In 1964 his company Sid Davis Productions distributed his film Too Tough to Care, aimed at undermining teenage resistance to anti-smoking education. The film used satire and humor, in a short story with no narration, to illustrate the misleading claims of cigarette advertising – an unconventional approach for its genre. The film garnered positive reviews in the mainstream press as well as coverage in academic journals.

Davis' work is consistently about a relatively small group of themes: that strangers must be treated with caution, that the world itself is an unfriendly place, regardless of the presence of strangers, and that children must think before acting. His films typically feature monotonous narration suffused with what Mental Hygiene author Ken Smith calls a "sledgehammer morality." His work is anecdotal and unsupported by evidence, and is notorious among social guidance films because Davis covered topics that scholarly film producers such as Coronet Films and Encyclopædia Britannica did not address. Coronet, Centron Corporation, and Britannica typically had teams of scholars with PhDs in sociology who guided development of their films. Davis, when he used consultants, rarely used anyone with a degree in a relevant field, instead he used policemen and detectives for their anecdotal advice.

Aside from his social warning films generally known for their bleakness, inaccuracy and simplistic presentations, Davis made some police training films such as Shotgun or Sidearm? (explaining which situations call for which firearms) and military films such as LAPES and PLADS (explaining delivery systems developed to allow planes to drop supplies onto exact locations in generally hostile territory in Vietnam).

Two atypical films in his social warning film canon are Gang Boy (1954) and Age 13 (1955). Both were written and directed by Art Swerdloff. In Gang Boy, Mexican and Anglo gangs in southern California declare a truce and begin working together to make a better world for their younger siblings. The film was based on a true story that happened in Pomona, California, in the 1950s.

After a few years of directing films, Davis continued as a cinematographer for his company, Sid Davis Productions, hiring others such as Art Swerdloff, Robert D. Ellis, and Ib Melchior to write and direct. Later he hired cinematographers to lens the films as well as office workers to distribute them and spent his time enjoying his hobby of mountain climbing.

Davis became involved in the real estate market in Los Angeles during the 1950s, at a time when it was booming due to development resulting from the influx of people to work in the defense industry. Through income from his films, work as a stand-in, and real estate investments, Davis became a multimillionaire.

Later in his life, Davis became famous among mountain climbers, securing the world record for climbing California's Mt.

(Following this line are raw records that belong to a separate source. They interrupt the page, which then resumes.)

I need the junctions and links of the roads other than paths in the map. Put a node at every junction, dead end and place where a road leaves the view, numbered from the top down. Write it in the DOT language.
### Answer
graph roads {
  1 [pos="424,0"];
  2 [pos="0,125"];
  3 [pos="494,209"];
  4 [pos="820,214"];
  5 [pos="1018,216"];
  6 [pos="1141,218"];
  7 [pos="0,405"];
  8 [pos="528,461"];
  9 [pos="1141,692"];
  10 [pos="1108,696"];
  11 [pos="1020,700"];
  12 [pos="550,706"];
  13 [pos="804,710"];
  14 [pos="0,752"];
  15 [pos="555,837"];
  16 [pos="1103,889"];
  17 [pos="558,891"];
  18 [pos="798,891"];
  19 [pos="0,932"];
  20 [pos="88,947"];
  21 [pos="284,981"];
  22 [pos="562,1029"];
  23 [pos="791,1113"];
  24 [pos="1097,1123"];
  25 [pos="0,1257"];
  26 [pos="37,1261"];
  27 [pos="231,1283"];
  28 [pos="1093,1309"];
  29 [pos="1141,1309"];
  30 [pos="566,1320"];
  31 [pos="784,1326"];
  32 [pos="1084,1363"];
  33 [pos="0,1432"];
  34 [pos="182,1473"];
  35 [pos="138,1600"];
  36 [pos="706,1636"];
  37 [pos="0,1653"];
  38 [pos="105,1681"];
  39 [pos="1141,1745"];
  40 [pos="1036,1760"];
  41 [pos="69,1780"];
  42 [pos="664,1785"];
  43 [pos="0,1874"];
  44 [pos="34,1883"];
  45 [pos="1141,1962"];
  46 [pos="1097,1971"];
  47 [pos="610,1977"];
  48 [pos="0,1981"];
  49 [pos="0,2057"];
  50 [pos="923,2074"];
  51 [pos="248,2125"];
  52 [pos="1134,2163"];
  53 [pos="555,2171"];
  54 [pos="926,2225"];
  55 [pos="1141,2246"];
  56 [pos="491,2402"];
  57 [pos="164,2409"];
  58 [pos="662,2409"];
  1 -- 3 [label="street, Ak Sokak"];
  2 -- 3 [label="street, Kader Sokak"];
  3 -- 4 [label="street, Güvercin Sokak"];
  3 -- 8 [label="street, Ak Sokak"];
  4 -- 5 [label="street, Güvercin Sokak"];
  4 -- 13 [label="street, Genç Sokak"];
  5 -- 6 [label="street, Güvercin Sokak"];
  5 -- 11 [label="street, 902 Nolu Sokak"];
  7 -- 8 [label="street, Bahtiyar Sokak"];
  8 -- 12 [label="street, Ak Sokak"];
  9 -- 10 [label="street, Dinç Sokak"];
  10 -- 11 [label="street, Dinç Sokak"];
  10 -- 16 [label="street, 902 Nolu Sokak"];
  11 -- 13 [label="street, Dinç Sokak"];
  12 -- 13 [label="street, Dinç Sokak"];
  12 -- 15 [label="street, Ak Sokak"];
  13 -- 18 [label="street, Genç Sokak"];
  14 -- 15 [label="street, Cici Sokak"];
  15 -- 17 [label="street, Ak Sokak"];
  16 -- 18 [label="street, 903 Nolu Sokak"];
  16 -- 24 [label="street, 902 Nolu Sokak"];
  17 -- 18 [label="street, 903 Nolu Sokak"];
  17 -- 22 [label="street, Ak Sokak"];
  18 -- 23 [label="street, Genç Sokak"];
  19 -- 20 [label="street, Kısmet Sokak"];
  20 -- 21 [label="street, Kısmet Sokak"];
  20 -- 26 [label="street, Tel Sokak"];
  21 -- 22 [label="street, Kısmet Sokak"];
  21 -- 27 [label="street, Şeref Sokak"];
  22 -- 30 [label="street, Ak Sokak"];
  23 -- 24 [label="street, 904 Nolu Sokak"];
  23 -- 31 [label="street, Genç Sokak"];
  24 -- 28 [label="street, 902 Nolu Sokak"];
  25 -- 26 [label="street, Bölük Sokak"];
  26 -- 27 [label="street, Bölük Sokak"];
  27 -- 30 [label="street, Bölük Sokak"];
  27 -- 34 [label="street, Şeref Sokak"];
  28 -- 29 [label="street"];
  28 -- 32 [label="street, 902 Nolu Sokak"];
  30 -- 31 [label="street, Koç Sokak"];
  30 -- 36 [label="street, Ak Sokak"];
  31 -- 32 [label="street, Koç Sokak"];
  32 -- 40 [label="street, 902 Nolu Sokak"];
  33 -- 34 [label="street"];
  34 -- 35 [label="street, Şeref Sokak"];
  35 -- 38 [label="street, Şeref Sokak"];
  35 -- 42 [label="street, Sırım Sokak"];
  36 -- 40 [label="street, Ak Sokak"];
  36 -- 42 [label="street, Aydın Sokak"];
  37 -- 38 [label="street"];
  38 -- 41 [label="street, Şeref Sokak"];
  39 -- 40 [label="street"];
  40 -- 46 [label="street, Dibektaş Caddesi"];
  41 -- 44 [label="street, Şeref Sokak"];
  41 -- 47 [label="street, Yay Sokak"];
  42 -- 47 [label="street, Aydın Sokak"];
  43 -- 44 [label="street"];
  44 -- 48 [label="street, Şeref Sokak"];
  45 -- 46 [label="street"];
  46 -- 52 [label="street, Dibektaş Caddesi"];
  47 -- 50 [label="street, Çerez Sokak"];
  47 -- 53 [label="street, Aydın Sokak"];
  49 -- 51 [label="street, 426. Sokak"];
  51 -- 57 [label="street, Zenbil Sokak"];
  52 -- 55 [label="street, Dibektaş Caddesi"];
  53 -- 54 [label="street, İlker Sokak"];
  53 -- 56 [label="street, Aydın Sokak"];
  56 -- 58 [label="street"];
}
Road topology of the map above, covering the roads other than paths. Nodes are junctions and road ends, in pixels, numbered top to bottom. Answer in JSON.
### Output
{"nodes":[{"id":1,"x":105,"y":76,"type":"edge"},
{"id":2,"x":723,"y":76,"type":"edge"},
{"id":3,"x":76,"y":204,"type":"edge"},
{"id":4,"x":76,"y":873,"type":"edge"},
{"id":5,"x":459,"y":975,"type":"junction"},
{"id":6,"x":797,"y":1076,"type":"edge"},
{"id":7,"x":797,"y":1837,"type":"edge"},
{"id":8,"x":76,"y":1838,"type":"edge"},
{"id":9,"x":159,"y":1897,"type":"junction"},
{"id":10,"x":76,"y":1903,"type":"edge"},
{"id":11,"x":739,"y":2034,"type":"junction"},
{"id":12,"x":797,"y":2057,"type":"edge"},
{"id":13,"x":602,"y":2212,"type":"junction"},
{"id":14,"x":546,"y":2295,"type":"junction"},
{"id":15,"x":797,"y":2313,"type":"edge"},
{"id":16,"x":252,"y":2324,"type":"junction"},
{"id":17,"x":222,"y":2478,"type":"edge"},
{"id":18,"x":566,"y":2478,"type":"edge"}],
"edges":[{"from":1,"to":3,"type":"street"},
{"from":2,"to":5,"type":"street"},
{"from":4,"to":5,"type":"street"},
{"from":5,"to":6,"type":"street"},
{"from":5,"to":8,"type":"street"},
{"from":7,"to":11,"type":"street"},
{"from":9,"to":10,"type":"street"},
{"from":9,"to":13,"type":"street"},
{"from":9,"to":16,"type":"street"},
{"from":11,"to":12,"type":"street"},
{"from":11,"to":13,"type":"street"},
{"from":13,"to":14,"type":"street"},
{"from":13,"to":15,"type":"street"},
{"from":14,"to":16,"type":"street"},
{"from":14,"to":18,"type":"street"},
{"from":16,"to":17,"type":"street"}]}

San Jacinto, climbing it 643 times over his life, the last time on September 1, 1998, at age 82.

==Filmography==
Margalit Fox of The New York Times wrote "Mr. Davis lost count of all the films he made, but there seem to have been at least 150, perhaps as many as 200." Fox, in the year 2006, said "[t]o modern audiences, Mr. Davis's work can look like high camp. Some of his films have aged strikingly badly, in particular Boys Beware,[...]" Rick Prelinger, a historian specializing in nontheatrical films, stated that some of Davis's works had, in 2006, artistic merit, citing Age 13 and Gang Boy.

===Availability of his films===
Davis' films Age 13, Gang Boy, The Terrible Truth (another anti-drug film), and The Dropout are available on Volume 5 of Rick Prelinger's CD-ROM set Our Secret Century. His films The Terrible Truth and Boys Beware, are available online at archive.org here and here, respectively. His Film, The ABC of Walking Wisely, and a short, Santa and the Fairy Snow Queen, are available in digital form, with humorous commentary, from Rifftrax, an entertainment group made of performers previously with the similar Mystery Science Theater 3000.

==Personal life==
In 1941 he met Norma Henkins, who worked as a film extra. Six months later, the two married. He had a daughter, Jill. Norma Henkins died in 1996.

==Death==
Davis died in his house on October 16, 2006, in Palm Desert, California, at age 90, of lung cancer. At the time of his death, he had a companion, Shirley Friesen, and a grandson.